Tackling ASB motorcycling in Gateshead
15 Apr 2016 12:11 PM[View Full Size]
Police and Gateshead Council aim to get a handle on off-road motorbike disorder in the borough.
As the evenings get lighter, the reports of motorbike ASB become more frequent as they cause damage to the local area, disturb local residents, and the riders put themselves and other members of the public in danger.
Officers have been taking action by carrying out extra patrols in areas where there have been problems; however by the time the incident is reported to police the offenders have often made off.
The police are urging residents, if they see incidents happening, to phone 101 or Crimestoppers anonymously on 0800 555 111. The police will need to know the location and a description of the riders and their motorbikes.
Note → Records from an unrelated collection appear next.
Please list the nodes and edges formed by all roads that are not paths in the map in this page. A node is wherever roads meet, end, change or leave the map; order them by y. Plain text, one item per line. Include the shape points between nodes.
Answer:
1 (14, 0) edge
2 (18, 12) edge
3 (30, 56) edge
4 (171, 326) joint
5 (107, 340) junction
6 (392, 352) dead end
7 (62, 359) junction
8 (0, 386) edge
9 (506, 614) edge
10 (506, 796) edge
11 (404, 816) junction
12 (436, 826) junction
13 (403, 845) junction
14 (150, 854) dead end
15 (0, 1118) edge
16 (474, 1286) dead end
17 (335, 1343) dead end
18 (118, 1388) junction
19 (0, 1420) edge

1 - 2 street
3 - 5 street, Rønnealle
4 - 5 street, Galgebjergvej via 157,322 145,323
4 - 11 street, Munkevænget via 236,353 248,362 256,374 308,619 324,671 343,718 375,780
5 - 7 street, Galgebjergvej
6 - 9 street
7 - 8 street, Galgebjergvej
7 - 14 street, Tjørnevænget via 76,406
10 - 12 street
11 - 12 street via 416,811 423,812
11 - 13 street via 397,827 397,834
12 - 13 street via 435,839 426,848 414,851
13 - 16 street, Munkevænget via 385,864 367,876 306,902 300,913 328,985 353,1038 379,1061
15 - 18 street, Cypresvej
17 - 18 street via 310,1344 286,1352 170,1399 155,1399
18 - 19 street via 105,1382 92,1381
Neighbourhood Inspector Darren Sweeney, said: "Motorbikes being used dangerously and anti-socially are a real concern for us and for our local residents. They tear up land and damage public spaces, they make a horrendous noise and they are being ridden at all hours. But the most important issue is one of safety. These riders are often amateurs who aren't insured or wearing the correct safety equipment. They could seriously injure themselves or members of the public and we won't stand by and allow this to happen.
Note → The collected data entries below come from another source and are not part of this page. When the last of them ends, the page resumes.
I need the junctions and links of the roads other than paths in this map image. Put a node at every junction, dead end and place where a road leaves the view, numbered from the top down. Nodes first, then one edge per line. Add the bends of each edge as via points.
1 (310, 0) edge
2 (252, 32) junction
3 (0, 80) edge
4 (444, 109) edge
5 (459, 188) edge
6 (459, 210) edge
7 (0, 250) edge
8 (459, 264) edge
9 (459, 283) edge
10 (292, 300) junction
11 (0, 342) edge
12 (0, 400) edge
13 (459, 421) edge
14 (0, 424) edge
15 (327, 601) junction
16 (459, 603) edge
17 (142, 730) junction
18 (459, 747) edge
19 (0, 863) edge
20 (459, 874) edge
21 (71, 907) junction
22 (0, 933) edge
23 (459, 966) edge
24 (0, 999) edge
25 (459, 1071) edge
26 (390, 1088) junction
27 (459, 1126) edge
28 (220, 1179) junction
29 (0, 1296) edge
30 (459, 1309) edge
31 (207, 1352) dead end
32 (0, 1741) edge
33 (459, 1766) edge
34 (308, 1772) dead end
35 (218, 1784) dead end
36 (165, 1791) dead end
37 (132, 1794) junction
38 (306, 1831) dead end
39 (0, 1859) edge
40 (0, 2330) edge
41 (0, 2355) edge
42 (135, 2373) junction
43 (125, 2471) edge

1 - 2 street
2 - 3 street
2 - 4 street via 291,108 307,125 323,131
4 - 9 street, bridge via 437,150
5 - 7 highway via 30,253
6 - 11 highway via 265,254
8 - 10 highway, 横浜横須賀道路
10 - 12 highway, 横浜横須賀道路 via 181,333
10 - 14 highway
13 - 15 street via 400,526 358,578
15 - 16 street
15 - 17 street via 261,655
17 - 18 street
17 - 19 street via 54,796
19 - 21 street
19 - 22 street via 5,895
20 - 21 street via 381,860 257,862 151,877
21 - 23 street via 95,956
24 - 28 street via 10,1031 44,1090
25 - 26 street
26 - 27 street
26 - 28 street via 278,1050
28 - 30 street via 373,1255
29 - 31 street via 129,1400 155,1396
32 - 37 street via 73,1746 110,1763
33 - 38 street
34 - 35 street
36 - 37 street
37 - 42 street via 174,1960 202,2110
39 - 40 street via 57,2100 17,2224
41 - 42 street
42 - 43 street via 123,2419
"People in Gateshead can be reassured that we are focusing on this issue and have plans in place to tackle it. Anyone caught riding anti-socially or illegally will be stopped and arrested. They face having their motorbikes seized from them and they could face being put in front of the courts. We are taking a hard-line on this and we need residents to help and support us with the operation."
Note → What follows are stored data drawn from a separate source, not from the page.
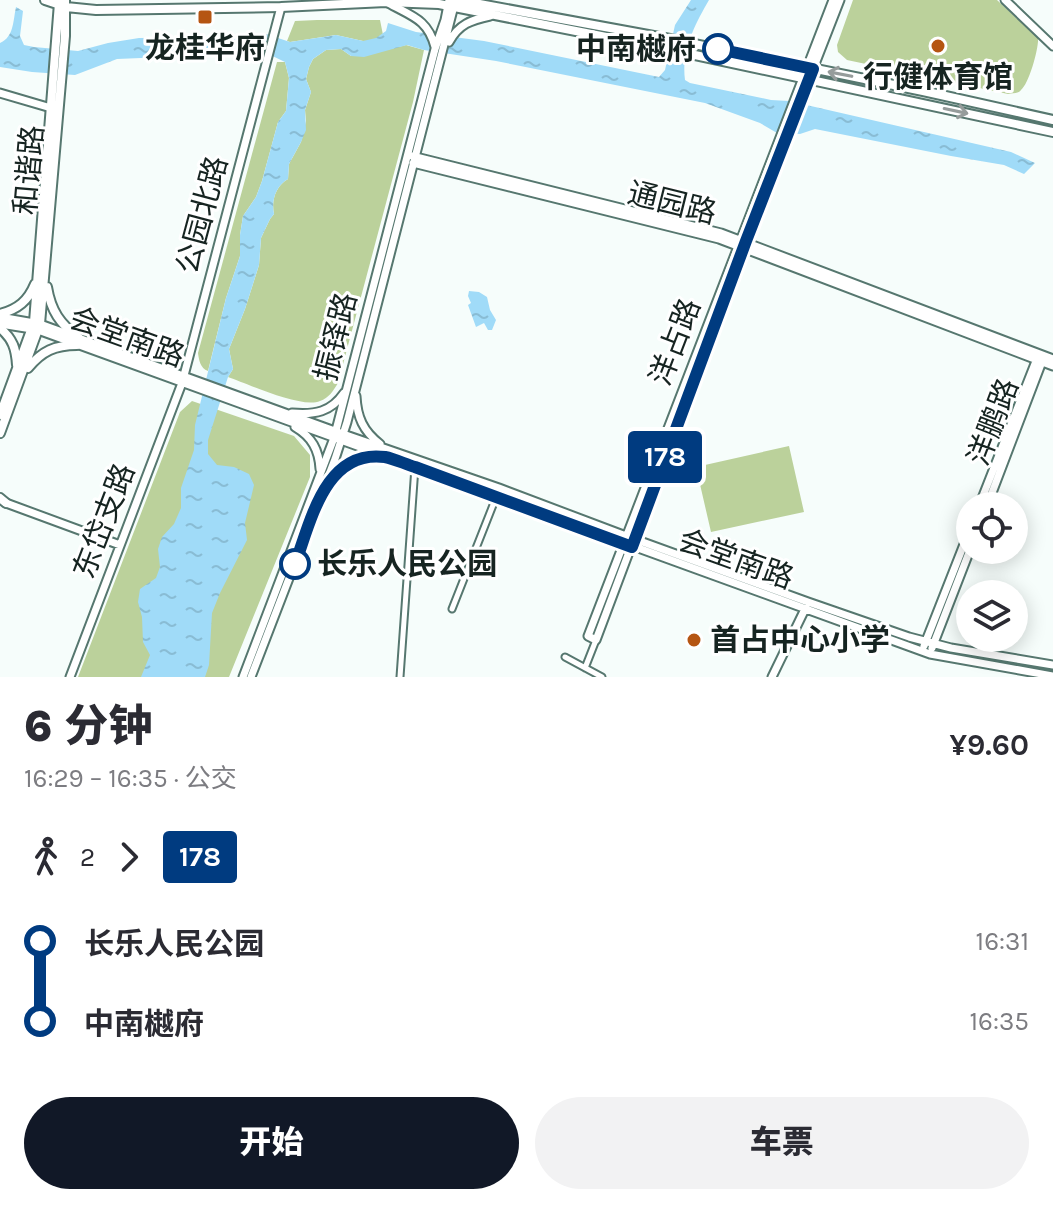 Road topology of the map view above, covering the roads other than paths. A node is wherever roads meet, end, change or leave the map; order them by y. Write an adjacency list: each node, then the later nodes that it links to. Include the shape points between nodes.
1 (45, 0): 7 (main road)
2 (483, 0): 10 (main road)
3 (833, 0): 14 (main road, 洋占路)
4 (840, 0): 14 (main road, 洋占路)
5 (1005, 0): 11 (main road)
6 (386, 2): 8 (main road); 9 (main road); 13 (main road, via 421,21)
7 (63, 3): 9 (main road, via 96,10); 15 (main road, 和谐路)
8 (453, 3): 10 (main road); 13 (main road, 振铎路)
9 (281, 7): 31 (main road, 公园北路)
10 (493, 10): 12 (main road); 13 (main road, via 459,27)
11 (1053, 46)
12 (689, 48): 14 (main road); 16 (main road)
13 (440, 50): 21 (main road, 振铎路)
14 (810, 68): 16 (main road, 洋占路); 19 (main road, one-way to 14)
15 (58, 76): 18 (main road, 和谐路); 23 (main road, 和谐路)
16 (806, 78): 20 (main road, one-way to 20); 22 (main road, 洋占路)
17 (0, 93): 18 (main road)
18 (51, 108): 23 (main road, 和谐路)
19 (1053, 120)
20 (1053, 132)
21 (411, 159): 22 (main road, 通园路); 32 (main road, 振铎路)
22 (742, 244): 28 (main road, 通园路); 46 (main road, 洋占路)
23 (42, 270): 24 (main road, via 24,301); 26 (main road, 和谐路); 27 (main road, via 52,309)
24 (0, 315): 26 (main road, 会堂南路)
25 (0, 326): 26 (main road, 会堂南路); 30 (main road, via 14,344)
26 (36, 326): 27 (main road, 会堂南路); 30 (main road, 和谐路)
27 (78, 341): 30 (main road, via 45,350); 31 (main road, 会堂南路)
28 (1043, 358): 29 (main road, 通园路); 41 (main road); 42 (main road, 洋鹏路)
29 (1053, 366)
30 (20, 373): 33 (main road, 和谐路); 35 (main road, 和谐路)
31 (183, 380): 34 (main road, 会堂南路); 47 (main road, 东岱支路)
32 (353, 385): 34 (main road, via 327,410); 36 (main road, 振铎路); 37 (main road, via 361,422)
33 (0, 415)
34 (284, 416): 36 (main road, 会堂南路); 39 (main road, via 313,443 320,465)
35 (0, 433)
36 (339, 436): 37 (main road, 会堂南路); 39 (main road, 振铎路); 43 (main road, 振铎路)
37 (388, 453): 38 (main road, 会堂南路); 43 (main road, via 348,463)
38 (416, 462): 40 (main road, 会堂南路); 44 (main road, 会堂南路); 62 (street)
39 (316, 486): 60 (main road, 振铎路)
40 (499, 488): 44 (street); 46 (main road, 会堂南路)
41 (985, 492)
42 (992, 492)
43 (322, 493): 61 (main road, 振铎路)
44 (496, 497): 46 (main road, 会堂南路); 51 (street)
45 (2, 501): 47 (main road)
46 (629, 542): 50 (main road, 会堂南路); 52 (main road, 洋占路)
47 (120, 545): 59 (main road, 东岱支路)
48 (958, 564): 53 (main road)
49 (964, 564): 53 (main road)
50 (806, 606): 53 (main road, 会堂南路); 54 (main road, 会堂南路); 64 (main road)
51 (452, 609)
52 (596, 640): 57 (street)
53 (930, 643): 54 (main road); 56 (main road, 会堂南路)
54 (926, 652): 58 (main road, 会堂南路)
55 (565, 657): 57 (street)
56 (1053, 665)
57 (585, 668): 63 (street)
58 (1053, 676)
59 (70, 677)
60 (243, 677)
61 (251, 677)
62 (400, 677)
63 (602, 677)
64 (772, 677)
A spokesperson for Gateshead Council, said: "People riding motorbikes off-road are hard to catch in the act. That’s why we are looking at ways to discourage people from doing this in the first place and asking them to think twice about doing this and consider other people who live nearby."
"The police have been giving out information leaflets in affected areas to warn about anti-social motorcycling. They’ve also been visiting schools to advise young people about the danger of riding motorbikes in such a manner, reminding them of the disturbance it causes and the fact that it’s illegal."